Minor spent conviction­s to be wiped from employer checks

- By Charles Hymas Home Affairs editor

THOUSANDS of people with criminal records will no longer have to declare minor offences to employers under new laws that wipe “spent” conviction­s and cautions from their records.

The Government is to scrap a rule where anyone with more than one conviction, no matter how minor, is required to disclose them to a prospectiv­e employer for the rest of their lives.

Ministers are also ditching a similar requiremen­t for youth cautions, reprimands and warnings for assaults, thefts or criminal damage that have had to be declared for jobs.

The plan would mean thefts, drug offences and some assaults would not automatica­lly be disclosed to employers through the Government’s disclosure and barring service (DBS).

Campaigner­s welcomed the move as offering juveniles the chance to escape criminalit­y and be given a second chance, while victims’ groups expressed concern that employers should be free to decide based on full disclosure.

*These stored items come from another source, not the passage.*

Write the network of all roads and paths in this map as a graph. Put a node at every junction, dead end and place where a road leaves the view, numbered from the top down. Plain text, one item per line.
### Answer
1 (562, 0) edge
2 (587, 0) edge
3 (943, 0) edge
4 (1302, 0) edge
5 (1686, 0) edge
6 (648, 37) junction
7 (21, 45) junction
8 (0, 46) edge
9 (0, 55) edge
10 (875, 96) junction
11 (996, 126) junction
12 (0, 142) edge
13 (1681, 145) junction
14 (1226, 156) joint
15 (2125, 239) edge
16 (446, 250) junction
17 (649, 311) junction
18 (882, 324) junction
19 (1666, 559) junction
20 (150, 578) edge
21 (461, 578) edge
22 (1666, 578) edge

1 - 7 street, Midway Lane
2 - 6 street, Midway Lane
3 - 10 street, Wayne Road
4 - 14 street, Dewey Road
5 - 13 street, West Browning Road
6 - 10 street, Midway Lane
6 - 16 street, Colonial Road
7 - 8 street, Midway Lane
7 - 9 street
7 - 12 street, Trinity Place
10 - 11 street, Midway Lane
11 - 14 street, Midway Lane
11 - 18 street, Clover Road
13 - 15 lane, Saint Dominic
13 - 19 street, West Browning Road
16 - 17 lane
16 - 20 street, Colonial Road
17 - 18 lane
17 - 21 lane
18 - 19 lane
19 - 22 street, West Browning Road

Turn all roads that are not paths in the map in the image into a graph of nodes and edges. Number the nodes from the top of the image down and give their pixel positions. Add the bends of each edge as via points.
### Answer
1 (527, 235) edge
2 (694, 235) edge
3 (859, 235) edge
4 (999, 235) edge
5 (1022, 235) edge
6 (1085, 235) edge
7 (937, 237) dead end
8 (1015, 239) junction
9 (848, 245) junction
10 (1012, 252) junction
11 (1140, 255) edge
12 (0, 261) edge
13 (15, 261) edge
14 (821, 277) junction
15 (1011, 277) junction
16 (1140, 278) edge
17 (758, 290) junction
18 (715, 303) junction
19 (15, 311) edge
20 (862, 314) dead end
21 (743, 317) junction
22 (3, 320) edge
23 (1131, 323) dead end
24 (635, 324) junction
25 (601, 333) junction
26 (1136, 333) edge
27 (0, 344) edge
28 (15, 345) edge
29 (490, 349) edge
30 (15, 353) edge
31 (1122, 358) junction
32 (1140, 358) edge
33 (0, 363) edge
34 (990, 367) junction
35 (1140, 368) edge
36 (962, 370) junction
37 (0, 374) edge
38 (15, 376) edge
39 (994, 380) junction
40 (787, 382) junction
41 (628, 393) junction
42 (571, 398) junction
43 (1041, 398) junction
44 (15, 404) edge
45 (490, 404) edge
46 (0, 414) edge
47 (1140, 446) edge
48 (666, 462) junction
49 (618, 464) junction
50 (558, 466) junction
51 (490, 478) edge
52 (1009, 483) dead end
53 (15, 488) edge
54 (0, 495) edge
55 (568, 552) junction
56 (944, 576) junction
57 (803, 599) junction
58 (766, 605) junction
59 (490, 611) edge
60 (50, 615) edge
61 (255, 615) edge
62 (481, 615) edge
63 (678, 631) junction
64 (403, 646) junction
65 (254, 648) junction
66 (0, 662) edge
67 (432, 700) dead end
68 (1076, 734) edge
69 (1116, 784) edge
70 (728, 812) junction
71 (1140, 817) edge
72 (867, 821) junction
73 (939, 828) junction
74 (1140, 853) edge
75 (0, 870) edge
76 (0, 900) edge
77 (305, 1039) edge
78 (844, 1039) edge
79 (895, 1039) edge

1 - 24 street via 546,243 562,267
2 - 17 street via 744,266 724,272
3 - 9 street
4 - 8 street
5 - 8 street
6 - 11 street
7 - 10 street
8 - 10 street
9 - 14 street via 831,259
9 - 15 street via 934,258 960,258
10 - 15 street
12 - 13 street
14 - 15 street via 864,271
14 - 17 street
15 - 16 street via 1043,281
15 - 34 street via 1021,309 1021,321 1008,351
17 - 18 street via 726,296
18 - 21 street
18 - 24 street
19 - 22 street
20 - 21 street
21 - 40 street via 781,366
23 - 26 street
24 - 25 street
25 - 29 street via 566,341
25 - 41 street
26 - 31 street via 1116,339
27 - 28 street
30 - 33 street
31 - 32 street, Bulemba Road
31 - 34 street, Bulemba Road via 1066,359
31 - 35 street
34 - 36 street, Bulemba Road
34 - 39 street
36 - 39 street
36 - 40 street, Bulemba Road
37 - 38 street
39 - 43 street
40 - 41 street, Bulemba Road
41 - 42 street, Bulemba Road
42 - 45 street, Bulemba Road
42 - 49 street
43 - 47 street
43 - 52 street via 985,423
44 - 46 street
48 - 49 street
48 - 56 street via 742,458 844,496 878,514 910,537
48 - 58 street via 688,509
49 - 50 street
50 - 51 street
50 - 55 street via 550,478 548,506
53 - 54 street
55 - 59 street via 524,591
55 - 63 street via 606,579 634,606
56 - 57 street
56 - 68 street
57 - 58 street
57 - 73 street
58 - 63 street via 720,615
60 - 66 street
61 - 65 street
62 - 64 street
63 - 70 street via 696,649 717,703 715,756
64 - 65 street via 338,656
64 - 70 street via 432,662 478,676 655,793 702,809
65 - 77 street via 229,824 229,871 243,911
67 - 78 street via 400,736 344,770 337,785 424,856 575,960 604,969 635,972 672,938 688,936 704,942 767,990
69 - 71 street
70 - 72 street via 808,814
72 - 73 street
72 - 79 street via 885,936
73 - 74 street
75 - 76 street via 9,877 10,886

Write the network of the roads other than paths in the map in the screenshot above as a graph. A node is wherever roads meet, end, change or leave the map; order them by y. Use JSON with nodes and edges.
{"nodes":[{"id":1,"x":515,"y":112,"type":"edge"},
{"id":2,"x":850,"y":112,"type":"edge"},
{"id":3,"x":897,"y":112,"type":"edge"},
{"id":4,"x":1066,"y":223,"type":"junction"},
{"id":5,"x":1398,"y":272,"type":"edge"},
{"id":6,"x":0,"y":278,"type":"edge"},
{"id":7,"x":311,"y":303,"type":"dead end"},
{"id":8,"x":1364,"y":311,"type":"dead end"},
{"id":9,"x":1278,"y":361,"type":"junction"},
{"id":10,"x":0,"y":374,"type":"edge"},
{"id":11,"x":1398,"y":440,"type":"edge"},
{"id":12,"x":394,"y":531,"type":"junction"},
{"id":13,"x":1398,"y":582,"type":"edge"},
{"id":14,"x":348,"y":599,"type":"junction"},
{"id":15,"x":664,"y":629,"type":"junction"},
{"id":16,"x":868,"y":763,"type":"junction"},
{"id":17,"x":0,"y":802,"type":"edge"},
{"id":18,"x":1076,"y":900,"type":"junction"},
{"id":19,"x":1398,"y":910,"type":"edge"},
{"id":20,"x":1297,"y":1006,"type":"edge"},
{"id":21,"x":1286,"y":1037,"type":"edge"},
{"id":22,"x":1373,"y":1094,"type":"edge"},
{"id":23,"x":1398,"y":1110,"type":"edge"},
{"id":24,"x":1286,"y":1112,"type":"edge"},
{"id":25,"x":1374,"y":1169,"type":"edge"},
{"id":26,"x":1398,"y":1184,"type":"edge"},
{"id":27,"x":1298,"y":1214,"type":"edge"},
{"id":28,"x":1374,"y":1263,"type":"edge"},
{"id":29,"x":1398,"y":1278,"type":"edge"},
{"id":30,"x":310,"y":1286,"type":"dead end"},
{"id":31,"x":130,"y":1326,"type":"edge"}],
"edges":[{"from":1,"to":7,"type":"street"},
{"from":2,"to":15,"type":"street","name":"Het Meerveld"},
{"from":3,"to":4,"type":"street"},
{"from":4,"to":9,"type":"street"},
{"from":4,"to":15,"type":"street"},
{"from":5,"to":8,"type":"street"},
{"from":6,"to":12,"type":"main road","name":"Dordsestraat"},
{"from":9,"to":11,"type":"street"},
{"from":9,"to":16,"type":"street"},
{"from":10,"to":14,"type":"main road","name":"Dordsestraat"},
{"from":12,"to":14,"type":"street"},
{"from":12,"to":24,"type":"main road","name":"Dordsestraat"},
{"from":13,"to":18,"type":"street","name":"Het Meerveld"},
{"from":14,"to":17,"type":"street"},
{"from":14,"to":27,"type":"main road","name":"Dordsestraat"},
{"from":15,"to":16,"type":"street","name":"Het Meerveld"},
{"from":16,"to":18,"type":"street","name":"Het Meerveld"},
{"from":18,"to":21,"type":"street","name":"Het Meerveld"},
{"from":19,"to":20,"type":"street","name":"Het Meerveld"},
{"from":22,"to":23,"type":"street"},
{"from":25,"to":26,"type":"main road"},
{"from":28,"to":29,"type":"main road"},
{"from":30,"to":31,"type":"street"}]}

Victoria Atkins, Home Office minister, said: “By making these adjustment­s we will ensure that vulnerable people are protected from dangerous offenders while those who have turned their lives around or live with the stigma of conviction­s from their youth are not held back.”

The change follows a supreme court judgment that the multiple conviction and youth caution rules were “disproport­ionate” and a breach of individual­s’ human rights.

For people with criminal records, it will mean that offences like theft will no longer have to be disclosed through a DBS check once they become “spent,” which for adults is 11 years after the offence and 5.5 years for a youth caution.

More serious crimes involving violence, sex attacks and robbery are excluded from the rule change and will continue to be included on DBS checks through the offenders’ lifetime, as will any offence that involves a prison sentence, suspended or otherwise.

It means that someone who may have been a serial shoplifter would no longer have to declare conviction­s under an employer DBS check, provided they had not been jailed. More than four million jobs involve DBS checks, primarily those involving contact with children.